Definitely possible, though FWIW it's fine to have this free()
positioned at the end of the function, since we initialize rev_tmp_name
to NULL (making this a noop when not writing an on-disk reverse index).

> But I was also thinking about how we like to use "const" as an indicator
> as "I am not responsible for free()ing this". And this comes from the
> public write_rev_file() method. Based on the API prototype, we could
> think that this string is held by a static strbuf (making the method
> not reentrant, but that happens sometimes in our methods). But generally,
> I wanted to inspect what it would take to make the API reflect the fact
> that it can return a "new" string.
>
> But there are two issues:
>
>  1. The actual logic is inside write_rev_file_order(), so that API
>     needs to change, too.
>
>  2. The "new" string is created only if the rev_name parameter is
>     NULL, which is somewhat understandable but still requires
>     inside knowledge about the implementation to make that choice.
>
>  3. If we inspect the callers to these methods, only one caller
>     passes a non-null name: builtin/index-pack.c.
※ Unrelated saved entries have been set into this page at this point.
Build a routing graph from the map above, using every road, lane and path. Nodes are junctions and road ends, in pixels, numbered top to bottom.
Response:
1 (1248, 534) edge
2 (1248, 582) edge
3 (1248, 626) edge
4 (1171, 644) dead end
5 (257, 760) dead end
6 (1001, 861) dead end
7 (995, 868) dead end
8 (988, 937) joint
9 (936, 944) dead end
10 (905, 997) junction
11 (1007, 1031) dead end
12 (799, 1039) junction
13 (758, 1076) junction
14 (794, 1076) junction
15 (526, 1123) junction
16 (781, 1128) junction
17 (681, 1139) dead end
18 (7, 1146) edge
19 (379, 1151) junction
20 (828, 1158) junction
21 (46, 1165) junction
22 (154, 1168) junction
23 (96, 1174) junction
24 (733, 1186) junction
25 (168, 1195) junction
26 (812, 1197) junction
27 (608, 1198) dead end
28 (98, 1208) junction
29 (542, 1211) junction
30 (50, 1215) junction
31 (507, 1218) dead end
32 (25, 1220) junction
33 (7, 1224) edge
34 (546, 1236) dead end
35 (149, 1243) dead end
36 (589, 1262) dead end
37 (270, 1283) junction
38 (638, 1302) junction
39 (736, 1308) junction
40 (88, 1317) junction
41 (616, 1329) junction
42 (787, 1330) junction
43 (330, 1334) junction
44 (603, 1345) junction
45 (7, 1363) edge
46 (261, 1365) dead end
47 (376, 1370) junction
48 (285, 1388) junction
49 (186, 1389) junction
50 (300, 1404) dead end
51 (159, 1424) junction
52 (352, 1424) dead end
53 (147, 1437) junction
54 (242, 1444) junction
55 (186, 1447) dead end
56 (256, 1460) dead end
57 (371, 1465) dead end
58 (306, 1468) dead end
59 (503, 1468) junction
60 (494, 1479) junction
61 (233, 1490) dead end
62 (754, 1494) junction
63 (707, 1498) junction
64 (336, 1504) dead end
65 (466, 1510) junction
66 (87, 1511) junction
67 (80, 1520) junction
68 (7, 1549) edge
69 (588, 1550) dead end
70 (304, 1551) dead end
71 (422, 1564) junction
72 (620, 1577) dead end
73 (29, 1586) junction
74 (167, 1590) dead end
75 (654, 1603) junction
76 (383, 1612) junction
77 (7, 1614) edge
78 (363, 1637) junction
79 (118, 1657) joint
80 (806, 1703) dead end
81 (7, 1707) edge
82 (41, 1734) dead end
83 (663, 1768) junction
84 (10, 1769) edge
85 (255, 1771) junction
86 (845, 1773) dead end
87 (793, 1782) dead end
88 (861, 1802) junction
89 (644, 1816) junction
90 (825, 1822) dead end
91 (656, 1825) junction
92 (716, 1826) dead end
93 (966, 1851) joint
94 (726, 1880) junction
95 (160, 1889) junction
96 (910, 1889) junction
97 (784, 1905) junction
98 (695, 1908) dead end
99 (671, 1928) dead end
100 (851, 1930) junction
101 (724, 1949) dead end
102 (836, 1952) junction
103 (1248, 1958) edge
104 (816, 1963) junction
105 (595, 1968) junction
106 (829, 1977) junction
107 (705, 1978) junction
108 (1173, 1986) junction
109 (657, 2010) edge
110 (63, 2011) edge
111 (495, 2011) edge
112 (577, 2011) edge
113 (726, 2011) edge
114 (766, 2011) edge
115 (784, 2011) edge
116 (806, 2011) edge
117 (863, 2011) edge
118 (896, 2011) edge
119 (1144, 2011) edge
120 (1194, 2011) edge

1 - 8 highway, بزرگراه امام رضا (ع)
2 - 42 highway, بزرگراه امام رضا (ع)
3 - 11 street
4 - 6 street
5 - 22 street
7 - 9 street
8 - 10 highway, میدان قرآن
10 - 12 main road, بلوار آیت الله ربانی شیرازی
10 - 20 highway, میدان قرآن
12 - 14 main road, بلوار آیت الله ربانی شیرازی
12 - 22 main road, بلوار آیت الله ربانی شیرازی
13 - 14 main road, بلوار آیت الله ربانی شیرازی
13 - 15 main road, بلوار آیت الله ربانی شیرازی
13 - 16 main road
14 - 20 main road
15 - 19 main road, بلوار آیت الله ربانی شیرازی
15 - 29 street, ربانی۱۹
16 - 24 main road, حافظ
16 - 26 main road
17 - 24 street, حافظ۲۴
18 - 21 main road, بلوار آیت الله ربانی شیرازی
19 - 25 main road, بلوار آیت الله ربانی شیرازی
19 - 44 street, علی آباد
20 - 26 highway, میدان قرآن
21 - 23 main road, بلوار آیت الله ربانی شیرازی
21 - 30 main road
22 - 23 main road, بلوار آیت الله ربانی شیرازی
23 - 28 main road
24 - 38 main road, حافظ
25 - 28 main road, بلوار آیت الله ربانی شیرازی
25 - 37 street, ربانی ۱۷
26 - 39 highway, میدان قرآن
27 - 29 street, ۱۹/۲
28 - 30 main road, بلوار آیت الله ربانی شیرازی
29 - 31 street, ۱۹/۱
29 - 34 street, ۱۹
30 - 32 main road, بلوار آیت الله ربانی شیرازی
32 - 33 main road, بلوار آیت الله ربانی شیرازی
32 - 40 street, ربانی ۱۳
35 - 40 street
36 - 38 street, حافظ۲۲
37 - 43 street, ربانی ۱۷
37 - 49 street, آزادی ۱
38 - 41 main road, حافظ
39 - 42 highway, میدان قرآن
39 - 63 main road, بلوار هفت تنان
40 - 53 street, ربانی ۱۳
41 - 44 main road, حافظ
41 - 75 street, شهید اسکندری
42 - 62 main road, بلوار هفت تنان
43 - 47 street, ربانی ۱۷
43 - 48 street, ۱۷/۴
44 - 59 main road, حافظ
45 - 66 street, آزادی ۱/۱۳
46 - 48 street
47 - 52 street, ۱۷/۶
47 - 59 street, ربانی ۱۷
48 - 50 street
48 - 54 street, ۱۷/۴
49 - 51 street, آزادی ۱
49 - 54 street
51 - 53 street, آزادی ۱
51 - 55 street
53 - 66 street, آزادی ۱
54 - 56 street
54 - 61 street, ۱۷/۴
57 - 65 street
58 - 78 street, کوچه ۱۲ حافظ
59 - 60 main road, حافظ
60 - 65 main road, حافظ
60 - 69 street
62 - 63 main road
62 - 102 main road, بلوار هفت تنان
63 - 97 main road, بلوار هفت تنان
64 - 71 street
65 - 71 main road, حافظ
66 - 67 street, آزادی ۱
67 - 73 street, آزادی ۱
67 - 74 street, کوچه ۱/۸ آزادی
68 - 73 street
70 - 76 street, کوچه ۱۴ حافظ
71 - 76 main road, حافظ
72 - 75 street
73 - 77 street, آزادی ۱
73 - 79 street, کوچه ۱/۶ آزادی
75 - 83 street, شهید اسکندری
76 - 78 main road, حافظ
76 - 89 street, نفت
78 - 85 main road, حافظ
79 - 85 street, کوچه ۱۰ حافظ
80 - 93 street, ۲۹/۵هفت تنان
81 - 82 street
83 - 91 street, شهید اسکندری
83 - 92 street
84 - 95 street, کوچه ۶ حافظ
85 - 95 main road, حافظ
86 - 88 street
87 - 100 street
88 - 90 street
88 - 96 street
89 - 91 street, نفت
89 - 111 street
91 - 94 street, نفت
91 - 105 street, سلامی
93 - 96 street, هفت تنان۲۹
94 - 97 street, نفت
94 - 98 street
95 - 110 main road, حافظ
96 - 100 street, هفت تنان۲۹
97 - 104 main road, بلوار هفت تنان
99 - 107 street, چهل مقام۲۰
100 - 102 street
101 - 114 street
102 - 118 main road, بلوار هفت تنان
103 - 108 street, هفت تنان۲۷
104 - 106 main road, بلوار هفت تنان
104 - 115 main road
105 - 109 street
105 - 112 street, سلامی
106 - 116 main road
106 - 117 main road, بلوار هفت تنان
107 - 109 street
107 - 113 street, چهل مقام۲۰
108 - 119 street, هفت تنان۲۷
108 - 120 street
The rest pass NULL,
>     including write_midx_reverse_index() (which then leaks the name).
>
> The below diff includes my attempt to change the API to return a
> non-const string that must be freed by the callers.

I like this direction. I think that all things being equal (and unless
you feel strongly about it in the meantime), I'd just as soon pursue
this as a "fast follow" to avoid intermixing this API change with the
primary intent of this series.

In the meantime, dropping the const via a cast down to "char *" works
fine to plug the leak here.

Thanks,
Taylor
diff mbox series

Patch

diff --git a/pack-write.c b/pack-write.c
index f171405495..f27c1f7f28 100644
--- a/pack-write.c
+++ b/pack-write.c
@@ -568,6 +568,8 @@  void stage_tmp_packfiles(struct strbuf *name_buffer,
 		rename_tmp_packfile(name_buffer, rev_tmp_name, "rev");
 	if (mtimes_tmp_name)
 		rename_tmp_packfile(name_buffer, mtimes_tmp_name, "mtimes");
+
+	free((char *)rev_tmp_name);
 }
 
 void write_promisor_file(const char *promisor_name, struct ref **sought, int nr_sought)